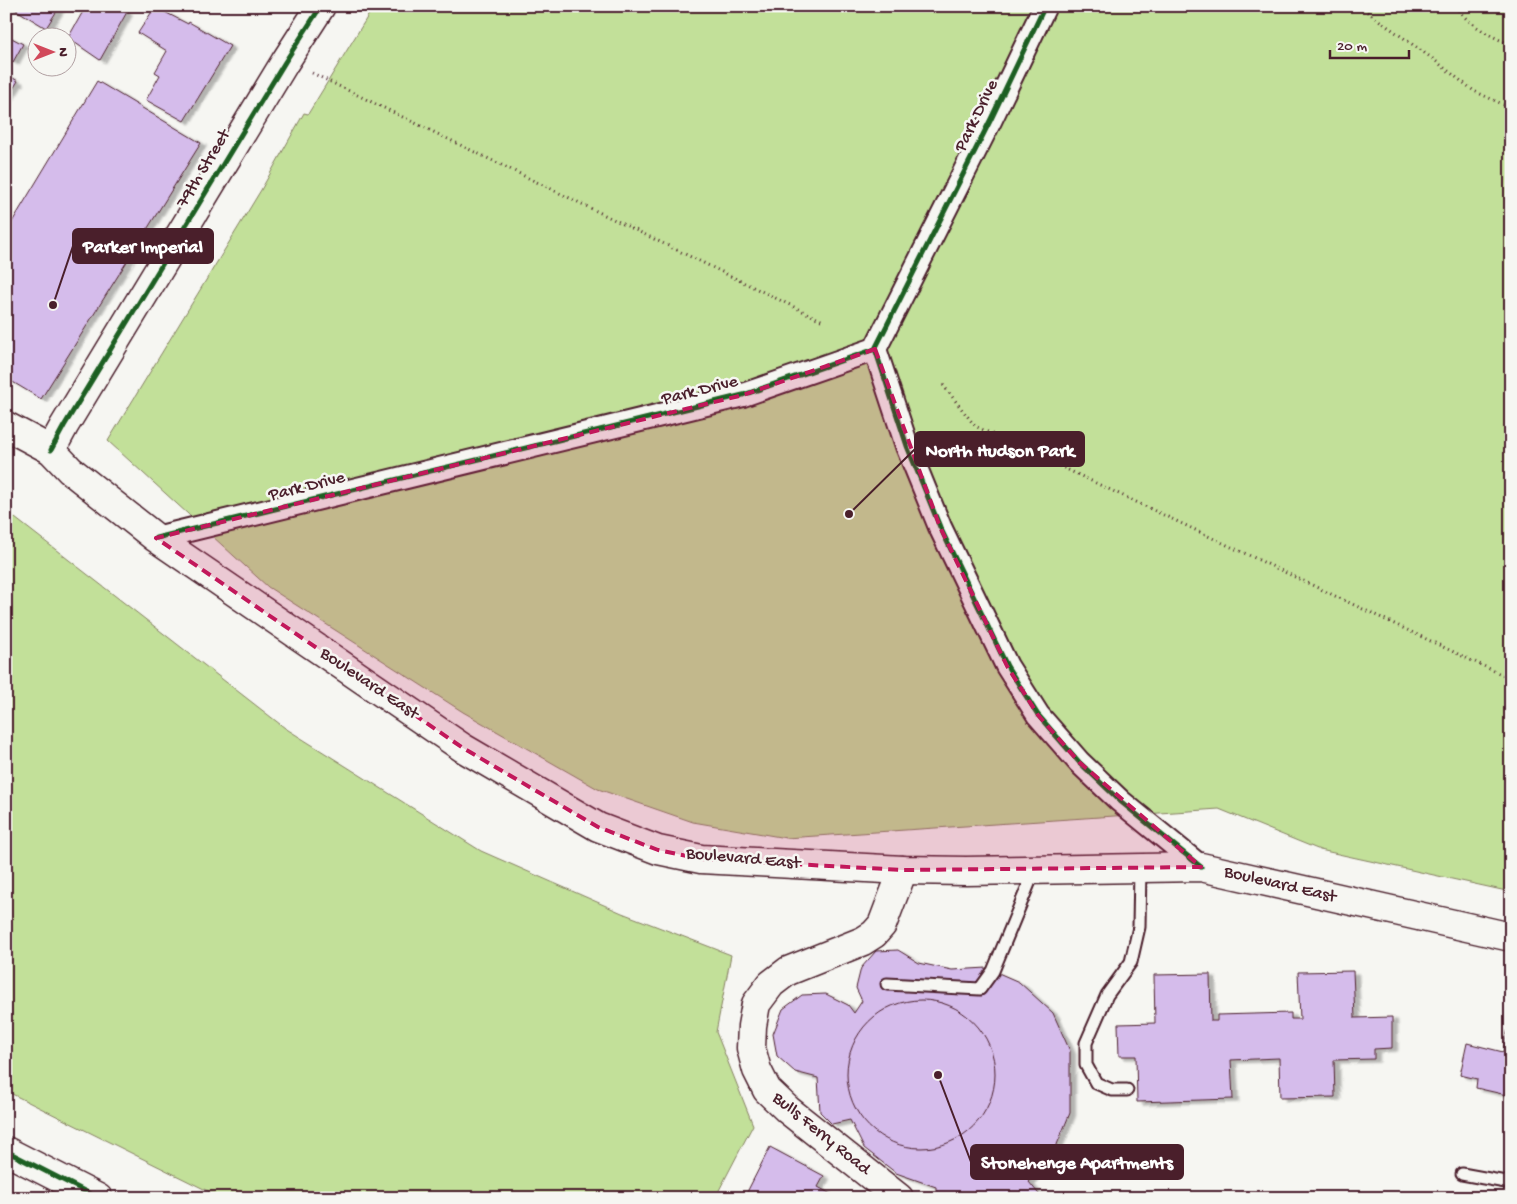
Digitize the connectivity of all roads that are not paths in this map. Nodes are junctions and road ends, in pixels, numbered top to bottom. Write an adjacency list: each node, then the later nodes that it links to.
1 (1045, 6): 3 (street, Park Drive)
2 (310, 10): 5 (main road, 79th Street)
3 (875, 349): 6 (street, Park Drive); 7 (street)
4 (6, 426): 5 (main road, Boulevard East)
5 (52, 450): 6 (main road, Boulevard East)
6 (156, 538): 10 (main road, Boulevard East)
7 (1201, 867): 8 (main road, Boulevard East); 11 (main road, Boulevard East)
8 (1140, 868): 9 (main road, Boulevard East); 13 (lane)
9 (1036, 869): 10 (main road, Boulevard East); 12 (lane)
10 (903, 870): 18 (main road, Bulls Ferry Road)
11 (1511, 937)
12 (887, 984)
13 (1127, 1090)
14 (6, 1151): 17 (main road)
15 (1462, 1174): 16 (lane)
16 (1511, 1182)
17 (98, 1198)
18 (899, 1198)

-----

> What to work on: Pictures aside, repeat each entry in full and without change.

> Answer to the problem:
Digitize the connectivity of all roads that are not paths in this map. Nodes are junctions and road ends, in pixels, numbered top to bottom. Write an adjacency list: each node, then the later nodes that it links to.
1 (1045, 6): 3 (street, Park Drive)
2 (310, 10): 5 (main road, 79th Street)
3 (875, 349): 6 (street, Park Drive); 7 (street)
4 (6, 426): 5 (main road, Boulevard East)
5 (52, 450): 6 (main road, Boulevard East)
6 (156, 538): 10 (main road, Boulevard East)
7 (1201, 867): 8 (main road, Boulevard East); 11 (main road, Boulevard East)
8 (1140, 868): 9 (main road, Boulevard East); 13 (lane)
9 (1036, 869): 10 (main road, Boulevard East); 12 (lane)
10 (903, 870): 18 (main road, Bulls Ferry Road)
11 (1511, 937)
12 (887, 984)
13 (1127, 1090)
14 (6, 1151): 17 (main road)
15 (1462, 1174): 16 (lane)
16 (1511, 1182)
17 (98, 1198)
18 (899, 1198)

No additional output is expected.